Lately, the most popular item is KeraSys shampoo. Companies in the joint industrial park in the North provide each worker with products worth $60 to $80, and workers take several boxes of shampoo. A company head wondered why the male workers needed so much shampoo. He found that the shampoo is being sold to a distributor outside of the complex to be resold at markets in Pyongyang.

The Korean shampoo is mostly bought by the privileged in Pyongyang. While the shampoo comes through the North Korea-China border as well, buyers are worried about fake products from the Chinese distribution network. The products that come through the Kaesong Industrial Complex are considered more trustworthy.

Inter-Korean ties have been frozen for eight years, and while few human exchanges are made, the necessities appear to flow through the small veins of supply and demand. More than 50,000 workers are employed at the complex, and at least $3 million worth of supply packages are sent every month, not a negligible amount.

In the 1960s and ’70s, fishermen hired by Taiwanese and Chinese merchants traded necessities like thermos flasks and toothpaste for fishery products in the waters near Fujian province.

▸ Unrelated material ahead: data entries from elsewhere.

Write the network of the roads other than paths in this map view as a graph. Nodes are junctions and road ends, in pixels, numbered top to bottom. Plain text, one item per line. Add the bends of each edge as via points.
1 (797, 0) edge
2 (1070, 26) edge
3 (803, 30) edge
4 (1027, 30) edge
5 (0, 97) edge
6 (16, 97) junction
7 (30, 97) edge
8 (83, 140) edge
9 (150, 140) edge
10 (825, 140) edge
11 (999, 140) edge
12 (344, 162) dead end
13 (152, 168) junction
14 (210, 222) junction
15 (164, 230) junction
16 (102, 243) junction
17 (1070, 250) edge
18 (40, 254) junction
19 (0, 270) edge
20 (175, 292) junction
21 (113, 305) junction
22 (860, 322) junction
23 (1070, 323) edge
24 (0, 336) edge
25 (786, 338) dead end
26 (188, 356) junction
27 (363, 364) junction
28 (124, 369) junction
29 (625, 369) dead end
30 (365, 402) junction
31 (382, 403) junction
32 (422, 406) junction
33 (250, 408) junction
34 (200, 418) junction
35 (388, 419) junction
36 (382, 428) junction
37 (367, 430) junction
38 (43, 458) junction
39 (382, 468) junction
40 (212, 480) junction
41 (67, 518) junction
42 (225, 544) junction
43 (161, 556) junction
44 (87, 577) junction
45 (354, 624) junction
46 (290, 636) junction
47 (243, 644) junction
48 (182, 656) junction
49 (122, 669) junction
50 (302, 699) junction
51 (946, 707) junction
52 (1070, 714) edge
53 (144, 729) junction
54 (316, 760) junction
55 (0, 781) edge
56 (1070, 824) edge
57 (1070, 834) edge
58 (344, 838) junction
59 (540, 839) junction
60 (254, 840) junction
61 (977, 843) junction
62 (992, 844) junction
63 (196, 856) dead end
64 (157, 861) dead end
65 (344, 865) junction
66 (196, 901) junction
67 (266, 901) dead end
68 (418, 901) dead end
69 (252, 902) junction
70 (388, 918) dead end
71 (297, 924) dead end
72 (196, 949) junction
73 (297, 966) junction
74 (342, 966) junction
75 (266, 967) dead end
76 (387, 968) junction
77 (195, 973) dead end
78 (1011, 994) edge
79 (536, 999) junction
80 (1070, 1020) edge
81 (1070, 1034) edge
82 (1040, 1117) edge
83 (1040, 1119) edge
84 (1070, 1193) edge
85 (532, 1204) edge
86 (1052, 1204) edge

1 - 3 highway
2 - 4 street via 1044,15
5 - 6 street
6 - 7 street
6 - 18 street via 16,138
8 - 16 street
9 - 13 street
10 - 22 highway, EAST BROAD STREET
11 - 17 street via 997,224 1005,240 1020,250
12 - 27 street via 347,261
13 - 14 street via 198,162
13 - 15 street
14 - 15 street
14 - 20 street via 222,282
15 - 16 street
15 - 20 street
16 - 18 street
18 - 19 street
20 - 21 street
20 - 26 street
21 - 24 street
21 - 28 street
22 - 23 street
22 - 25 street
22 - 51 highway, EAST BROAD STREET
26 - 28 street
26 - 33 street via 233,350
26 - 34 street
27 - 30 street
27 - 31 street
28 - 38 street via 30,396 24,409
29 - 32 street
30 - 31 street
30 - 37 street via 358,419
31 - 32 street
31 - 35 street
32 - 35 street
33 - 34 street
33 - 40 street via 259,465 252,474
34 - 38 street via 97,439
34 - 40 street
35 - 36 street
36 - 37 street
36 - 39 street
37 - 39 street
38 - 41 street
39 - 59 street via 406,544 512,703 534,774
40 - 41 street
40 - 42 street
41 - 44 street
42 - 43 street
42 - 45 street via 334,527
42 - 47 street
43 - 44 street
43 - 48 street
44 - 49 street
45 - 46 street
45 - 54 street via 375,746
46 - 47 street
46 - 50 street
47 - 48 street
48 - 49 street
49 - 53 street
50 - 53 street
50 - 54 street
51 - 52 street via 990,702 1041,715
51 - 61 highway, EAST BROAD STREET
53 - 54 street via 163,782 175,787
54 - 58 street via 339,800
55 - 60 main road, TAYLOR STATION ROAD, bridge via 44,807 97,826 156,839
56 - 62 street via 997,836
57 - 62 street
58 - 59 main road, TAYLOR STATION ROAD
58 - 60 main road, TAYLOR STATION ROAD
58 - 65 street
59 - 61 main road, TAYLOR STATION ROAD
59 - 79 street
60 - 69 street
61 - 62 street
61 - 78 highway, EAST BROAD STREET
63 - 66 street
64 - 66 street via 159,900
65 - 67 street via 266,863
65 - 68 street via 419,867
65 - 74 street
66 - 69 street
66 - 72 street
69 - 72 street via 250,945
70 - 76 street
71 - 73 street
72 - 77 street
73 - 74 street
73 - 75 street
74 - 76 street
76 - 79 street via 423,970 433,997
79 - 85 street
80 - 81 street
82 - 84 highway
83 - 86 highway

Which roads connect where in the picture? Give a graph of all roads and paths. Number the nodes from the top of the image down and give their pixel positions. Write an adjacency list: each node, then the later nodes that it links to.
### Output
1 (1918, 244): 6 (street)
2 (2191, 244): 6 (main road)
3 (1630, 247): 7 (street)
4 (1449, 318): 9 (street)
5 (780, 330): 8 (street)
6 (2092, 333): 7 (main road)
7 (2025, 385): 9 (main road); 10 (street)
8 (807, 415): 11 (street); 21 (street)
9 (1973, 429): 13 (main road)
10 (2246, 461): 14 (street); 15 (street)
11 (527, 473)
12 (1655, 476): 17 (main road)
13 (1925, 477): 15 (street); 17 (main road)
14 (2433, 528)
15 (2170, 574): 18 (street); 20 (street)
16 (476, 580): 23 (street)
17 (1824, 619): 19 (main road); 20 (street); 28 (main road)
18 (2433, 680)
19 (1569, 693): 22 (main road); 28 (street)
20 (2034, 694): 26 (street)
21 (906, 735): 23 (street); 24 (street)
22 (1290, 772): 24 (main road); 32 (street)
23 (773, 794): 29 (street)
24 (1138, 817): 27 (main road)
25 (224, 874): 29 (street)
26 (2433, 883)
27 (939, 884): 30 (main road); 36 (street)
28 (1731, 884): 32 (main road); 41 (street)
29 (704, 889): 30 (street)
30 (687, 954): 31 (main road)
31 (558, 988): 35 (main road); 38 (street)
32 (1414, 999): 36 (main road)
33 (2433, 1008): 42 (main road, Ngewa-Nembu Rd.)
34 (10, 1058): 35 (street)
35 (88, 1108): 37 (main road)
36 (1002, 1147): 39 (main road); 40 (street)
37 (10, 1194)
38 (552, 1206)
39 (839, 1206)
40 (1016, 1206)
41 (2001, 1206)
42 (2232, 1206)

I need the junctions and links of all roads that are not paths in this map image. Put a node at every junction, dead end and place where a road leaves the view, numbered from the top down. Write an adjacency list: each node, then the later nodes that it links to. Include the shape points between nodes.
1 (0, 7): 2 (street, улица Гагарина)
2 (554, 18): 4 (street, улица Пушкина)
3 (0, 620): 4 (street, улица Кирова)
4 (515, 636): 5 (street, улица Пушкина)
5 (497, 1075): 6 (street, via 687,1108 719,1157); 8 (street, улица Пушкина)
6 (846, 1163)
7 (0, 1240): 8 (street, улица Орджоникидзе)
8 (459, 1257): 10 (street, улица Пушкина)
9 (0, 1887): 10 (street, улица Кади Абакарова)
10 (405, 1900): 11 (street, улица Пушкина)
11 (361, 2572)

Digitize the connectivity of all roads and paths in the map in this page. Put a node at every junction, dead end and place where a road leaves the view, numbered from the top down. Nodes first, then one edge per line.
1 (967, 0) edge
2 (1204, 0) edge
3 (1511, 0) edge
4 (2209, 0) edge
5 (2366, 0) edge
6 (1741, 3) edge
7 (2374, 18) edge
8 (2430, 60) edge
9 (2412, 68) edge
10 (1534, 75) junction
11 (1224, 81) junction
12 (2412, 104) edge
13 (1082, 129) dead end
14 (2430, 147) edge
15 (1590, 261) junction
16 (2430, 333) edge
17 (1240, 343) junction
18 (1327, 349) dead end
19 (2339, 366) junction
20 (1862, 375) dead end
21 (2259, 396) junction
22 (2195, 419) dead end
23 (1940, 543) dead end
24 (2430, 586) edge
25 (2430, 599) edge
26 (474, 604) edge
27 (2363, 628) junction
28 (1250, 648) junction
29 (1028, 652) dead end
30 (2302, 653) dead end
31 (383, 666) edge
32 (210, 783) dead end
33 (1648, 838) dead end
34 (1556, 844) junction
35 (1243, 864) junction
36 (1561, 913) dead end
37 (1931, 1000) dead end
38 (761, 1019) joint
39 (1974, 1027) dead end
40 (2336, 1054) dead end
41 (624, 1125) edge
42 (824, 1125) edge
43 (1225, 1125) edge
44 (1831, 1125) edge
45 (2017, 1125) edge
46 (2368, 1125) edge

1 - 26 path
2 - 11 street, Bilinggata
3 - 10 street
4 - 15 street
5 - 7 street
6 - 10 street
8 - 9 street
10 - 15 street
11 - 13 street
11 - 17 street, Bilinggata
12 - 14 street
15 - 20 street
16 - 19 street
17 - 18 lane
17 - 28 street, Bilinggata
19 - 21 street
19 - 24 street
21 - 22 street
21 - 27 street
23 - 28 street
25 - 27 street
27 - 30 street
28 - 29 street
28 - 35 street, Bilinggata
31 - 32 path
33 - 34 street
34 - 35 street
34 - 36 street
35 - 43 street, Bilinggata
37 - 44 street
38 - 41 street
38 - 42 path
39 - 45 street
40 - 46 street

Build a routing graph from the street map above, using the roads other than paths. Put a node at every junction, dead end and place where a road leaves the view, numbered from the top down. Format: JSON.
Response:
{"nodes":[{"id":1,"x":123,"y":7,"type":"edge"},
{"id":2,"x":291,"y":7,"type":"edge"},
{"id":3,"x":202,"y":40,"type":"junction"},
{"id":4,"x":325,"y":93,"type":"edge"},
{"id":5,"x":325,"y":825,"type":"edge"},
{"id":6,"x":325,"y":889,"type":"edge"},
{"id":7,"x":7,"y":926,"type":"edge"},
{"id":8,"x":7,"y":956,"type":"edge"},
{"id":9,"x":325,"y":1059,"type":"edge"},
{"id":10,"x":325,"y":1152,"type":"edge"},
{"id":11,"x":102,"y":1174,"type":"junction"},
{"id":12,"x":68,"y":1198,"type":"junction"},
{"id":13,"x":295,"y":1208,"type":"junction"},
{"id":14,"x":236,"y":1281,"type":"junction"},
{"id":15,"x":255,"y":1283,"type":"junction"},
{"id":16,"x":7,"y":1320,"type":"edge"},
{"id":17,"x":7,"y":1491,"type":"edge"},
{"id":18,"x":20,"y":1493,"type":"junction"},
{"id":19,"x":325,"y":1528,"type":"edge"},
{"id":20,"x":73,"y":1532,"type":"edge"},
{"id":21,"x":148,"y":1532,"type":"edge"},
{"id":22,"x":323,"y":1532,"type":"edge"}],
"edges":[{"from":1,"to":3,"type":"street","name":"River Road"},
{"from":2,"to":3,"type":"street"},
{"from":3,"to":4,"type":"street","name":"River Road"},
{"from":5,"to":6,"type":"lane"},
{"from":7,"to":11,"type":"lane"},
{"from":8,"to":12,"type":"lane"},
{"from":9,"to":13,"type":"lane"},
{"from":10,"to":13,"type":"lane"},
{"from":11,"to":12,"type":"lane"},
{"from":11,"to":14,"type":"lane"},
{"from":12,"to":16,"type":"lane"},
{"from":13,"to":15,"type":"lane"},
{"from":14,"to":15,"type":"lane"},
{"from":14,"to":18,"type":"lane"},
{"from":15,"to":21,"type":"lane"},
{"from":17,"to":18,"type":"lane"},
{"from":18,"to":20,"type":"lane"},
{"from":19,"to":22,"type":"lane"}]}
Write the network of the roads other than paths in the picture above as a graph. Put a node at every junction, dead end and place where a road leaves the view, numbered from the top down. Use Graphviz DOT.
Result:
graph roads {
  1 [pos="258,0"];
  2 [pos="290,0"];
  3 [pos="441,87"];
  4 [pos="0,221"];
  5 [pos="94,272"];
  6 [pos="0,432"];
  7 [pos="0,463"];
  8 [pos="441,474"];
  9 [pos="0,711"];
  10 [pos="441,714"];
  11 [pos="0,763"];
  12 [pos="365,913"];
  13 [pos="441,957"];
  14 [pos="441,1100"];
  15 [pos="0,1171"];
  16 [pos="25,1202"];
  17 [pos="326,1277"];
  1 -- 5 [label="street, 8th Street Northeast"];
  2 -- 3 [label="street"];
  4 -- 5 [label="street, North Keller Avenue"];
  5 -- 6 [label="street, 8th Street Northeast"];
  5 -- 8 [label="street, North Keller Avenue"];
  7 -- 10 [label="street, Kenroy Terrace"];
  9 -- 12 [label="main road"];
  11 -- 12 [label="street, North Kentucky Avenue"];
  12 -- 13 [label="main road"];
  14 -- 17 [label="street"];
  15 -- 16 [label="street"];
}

While the three Cross-Strait links - transportation, commerce and communications - were severed in the ’80s, black market dealings for necessities was legalized. A small market was set up in Dadeng Island in Xiamen, not far from Kinmen Island.

The Dadeng trade market was a sort of frontier trade and in 1995, it became the Taiwan Small Goods Trade Market. Fresh food and manufactured products imported to Taiwan are traded as much as 30 percent lower than the black market price. As the supply and demand for necessities benefited both China and Taiwan, Cross-Strait tensions began to thaw.

Taiwan feared and rejected reunification by absorption and refused the three links in order not to be taken into the centrifugal force of China, but China started allowing commercial trade with Taiwan and expanded to exchanges and cooperation of 10 million people visiting each other. The changes have been induced through contacts with a long-term view of over 40 years.

It is too early to analyze the shock of KeraSys shampoo on North Korea, but the demand of the market is expanding to high-end products, and diversification is certainly a sign of dynamic change.

We have many islands of opportunity. In addition to Yeonpyeong Island, Cheongjubeol in Gyodong Island in Ganghwa, offers a site for inter-Korean trade of agricultural and fishery products and necessities. Korea is caught in the quagmire of sluggish growth, and North Korea is a new growth engine and another domestic market for Korea in the future. Grand special economic zones or railway infrastructures are not the only breakthroughs. Cross-Strait development began from markets.

*The author is a deputy political news editor at JTBC.